Although theoretically small enough to fit inside a human urethra and despite being included in the genus Urinophilus (literally ‘lover of urine’) for a number of years, there exists no proof of it being attracted by urine and not a single record of an attack on humans.

Aside from the physical hardship involved in a fish successfully ascending a stream of urine (consider that for a moment) there is the question of what it’s supposed to do once it arrives at its ‘target’.

Wedged inside the urinal tract with no room to move further, no water to keep it alive and deprived of oxygen, it’s difficult to believe it could survive more than a few minutes and surely impossible that it could remain ensconced long term or lay eggs there.
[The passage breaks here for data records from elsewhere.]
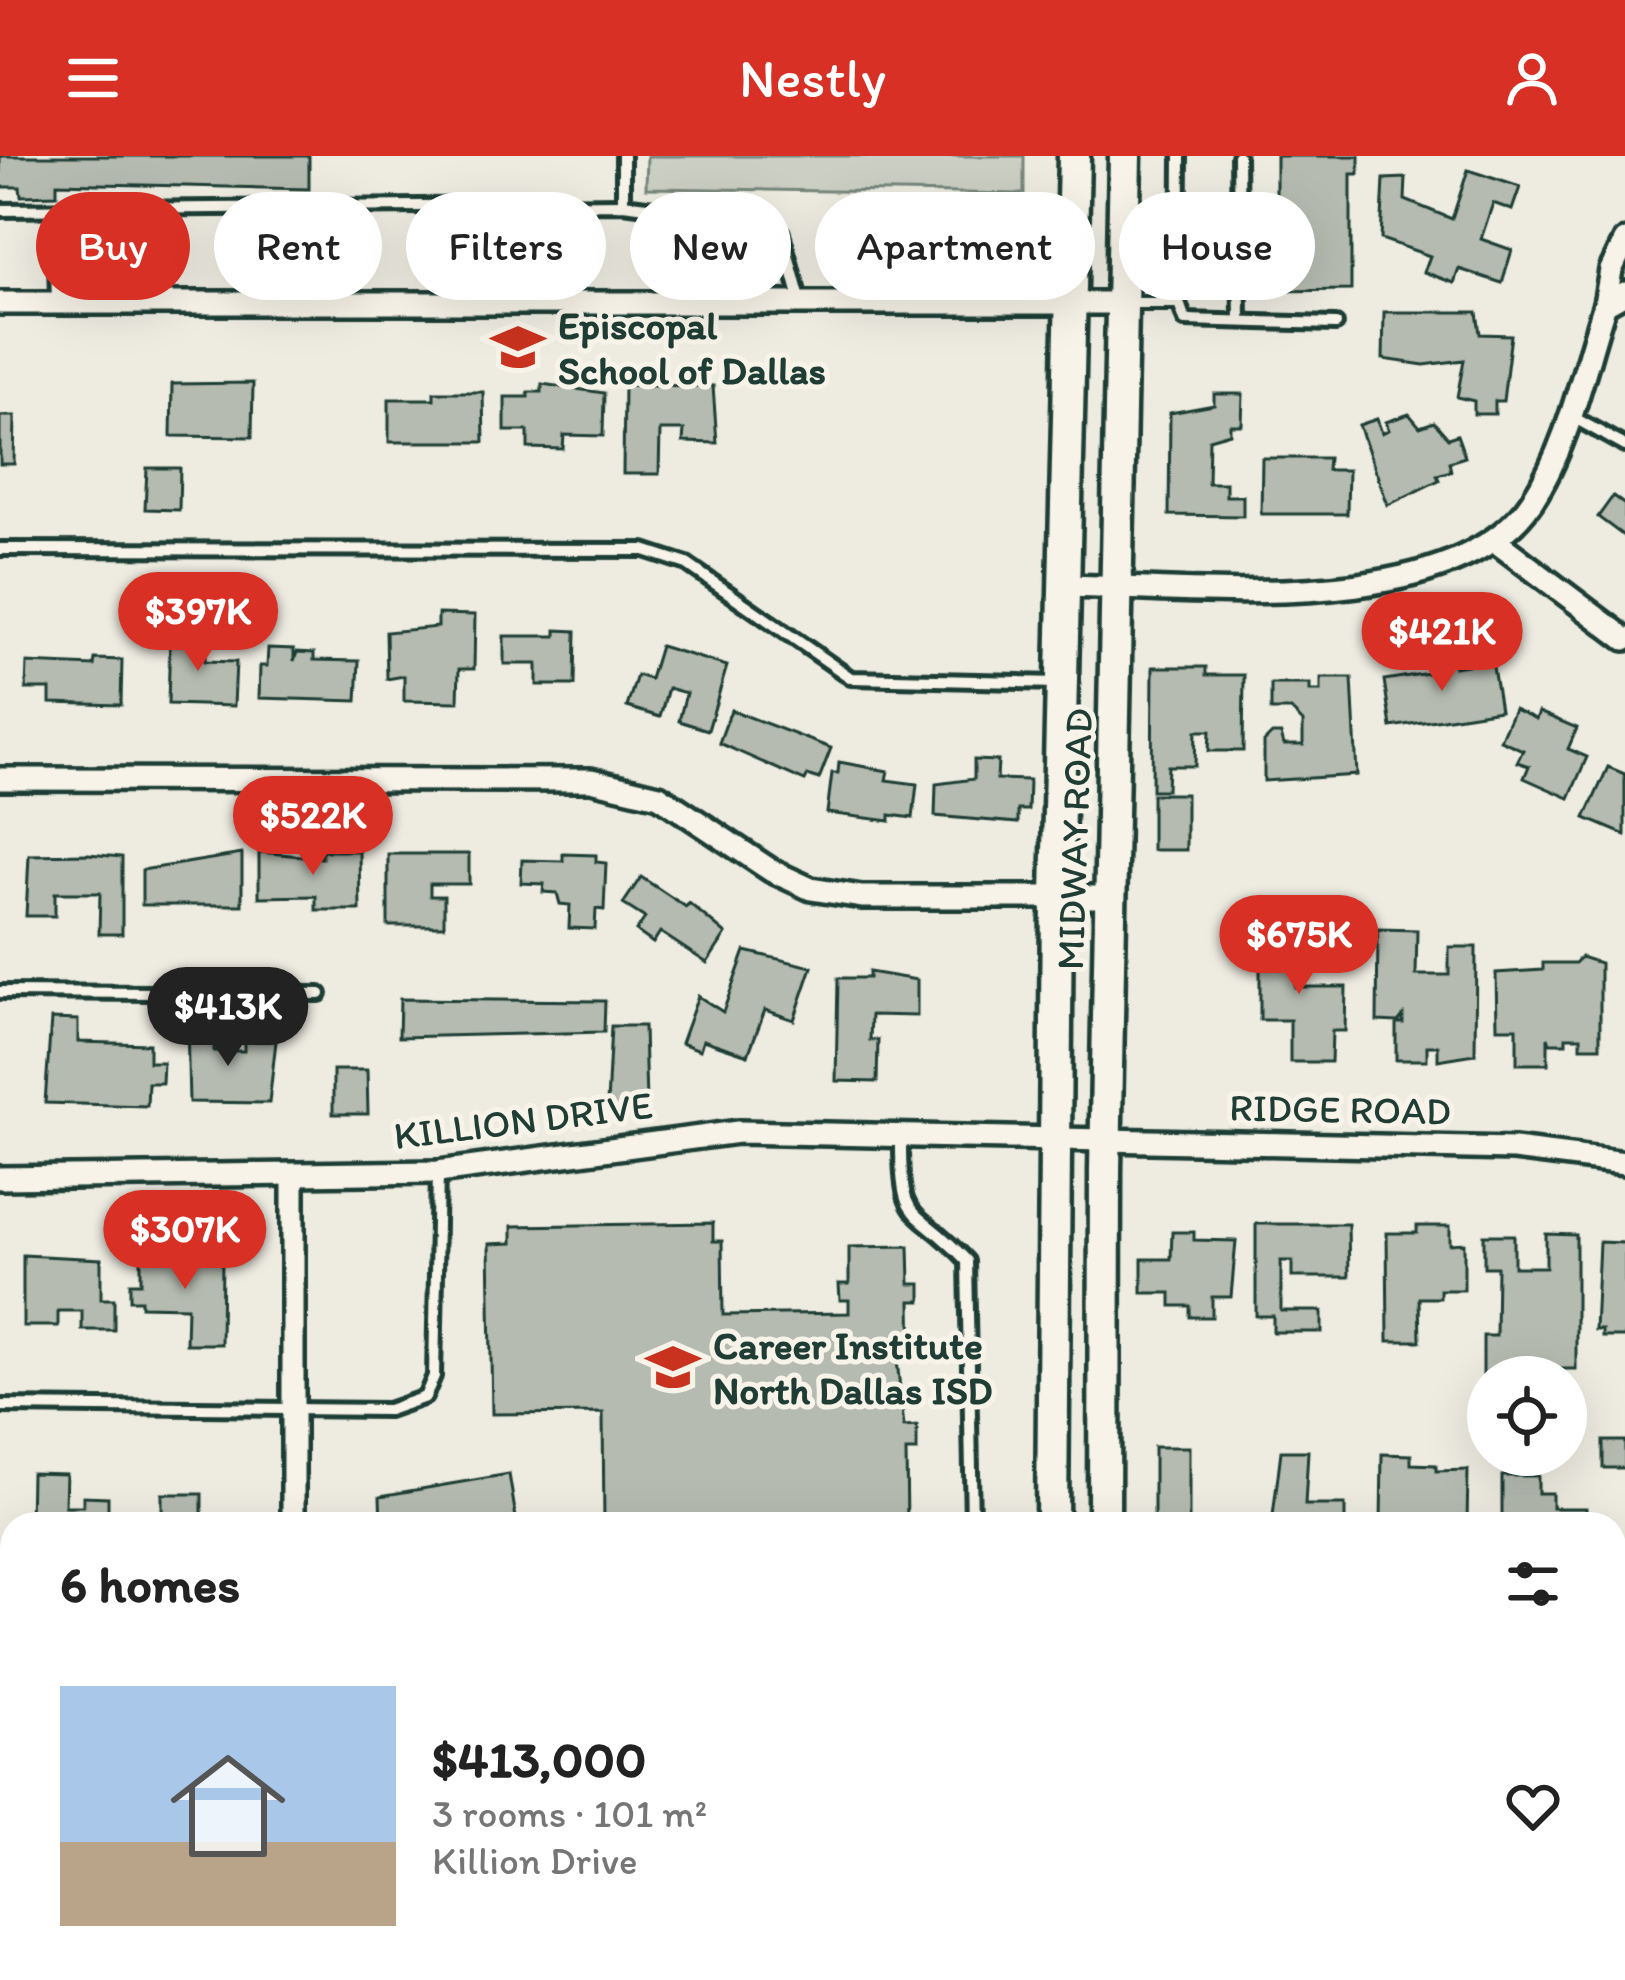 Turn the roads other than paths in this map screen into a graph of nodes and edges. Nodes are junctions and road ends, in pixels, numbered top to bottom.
1 (623, 156) edge
2 (1074, 156) edge
3 (1125, 156) edge
4 (1180, 156) edge
5 (1238, 156) edge
6 (622, 204) junction
7 (190, 209) edge
8 (0, 210) edge
9 (36, 211) edge
10 (1625, 242) edge
11 (1615, 299) edge
12 (57, 300) edge
13 (0, 303) edge
14 (57, 303) junction
15 (1124, 303) junction
16 (1179, 303) junction
17 (801, 304) junction
18 (1073, 304) junction
19 (1240, 321) junction
20 (1336, 324) dead end
21 (1568, 415) junction
22 (1625, 446) edge
23 (1496, 541) junction
24 (0, 549) edge
25 (1065, 586) junction
26 (1120, 586) junction
27 (1625, 639) edge
28 (1062, 683) junction
29 (0, 779) edge
30 (1057, 896) junction
31 (1111, 897) junction
32 (0, 992) edge
33 (320, 994) dead end
34 (901, 1134) junction
35 (1054, 1136) junction
36 (1106, 1140) junction
37 (1625, 1162) edge
38 (438, 1172) junction
39 (293, 1176) junction
40 (0, 1178) edge
41 (0, 1406) edge
42 (293, 1408) junction
43 (293, 1512) edge
44 (972, 1512) edge
45 (1052, 1512) edge
46 (1104, 1512) edge

1 - 6 lane
2 - 18 main road, MIDWAY ROAD
3 - 15 main road, MIDWAY ROAD
4 - 16 lane
5 - 19 lane
6 - 7 lane
6 - 17 lane
8 - 9 lane
10 - 11 street
11 - 21 street
12 - 14 lane
13 - 14 street
14 - 17 street
15 - 16 lane
15 - 18 street
15 - 26 main road, MIDWAY ROAD
16 - 19 lane
17 - 18 street
18 - 25 main road, MIDWAY ROAD
19 - 20 lane
21 - 22 lane
21 - 23 street
23 - 26 street
23 - 27 street
24 - 28 lane
25 - 26 street
25 - 28 main road, MIDWAY ROAD
26 - 31 main road, MIDWAY ROAD
28 - 30 main road, MIDWAY ROAD
29 - 30 street
30 - 31 street
30 - 35 main road, MIDWAY ROAD
31 - 36 main road, MIDWAY ROAD
32 - 33 lane
34 - 35 street, KILLION DRIVE
34 - 38 street, KILLION DRIVE
34 - 44 lane
35 - 36 street, RIDGE ROAD
35 - 45 main road, MIDWAY ROAD
36 - 37 street, RIDGE ROAD
36 - 46 main road, MIDWAY ROAD
38 - 39 street, KILLION DRIVE
38 - 42 lane
39 - 40 street, KILLION DRIVE
39 - 42 street
41 - 42 lane
42 - 43 street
Not all the candiru’s relatives are parasitic. This is Trichomycterus zonatus (Eigenmann, 1918). © Adam Carvalho

In addition, there exist no modern records of a candiru being extracted from the body of a human with the exception of one contradictory report from Brazil in 1997, nor does it appear in the majority of current scientific databases or medical records.

Ony two such references are mentioned in the paper, the first from a survival textbook which recommends treatment with Huito fruit (Genito americana) as per historical texts, the idea being that acids in the fruit dissolve the invader’s skeleton. Application is by drinking a tea made from the fruit or inserting pieces in an unspecified location!

The second was taken from the ‘Lonely Planet’ guide to healthy travel where it’s suggested to ‘cover genitalia’.

In much of the available literature candiru attacks are referred to in such a way that they appear to be a regular, even common occurrence, whereas according to this latest review there exists no substantiated evidence that they happen at all.

For further information refer to the paper: Bauer, I. L. 2013. Candiru—A Little Fish With Bad Habits: Need Travel Health Professionals Worry? A Review. Journal of Travel Medicine.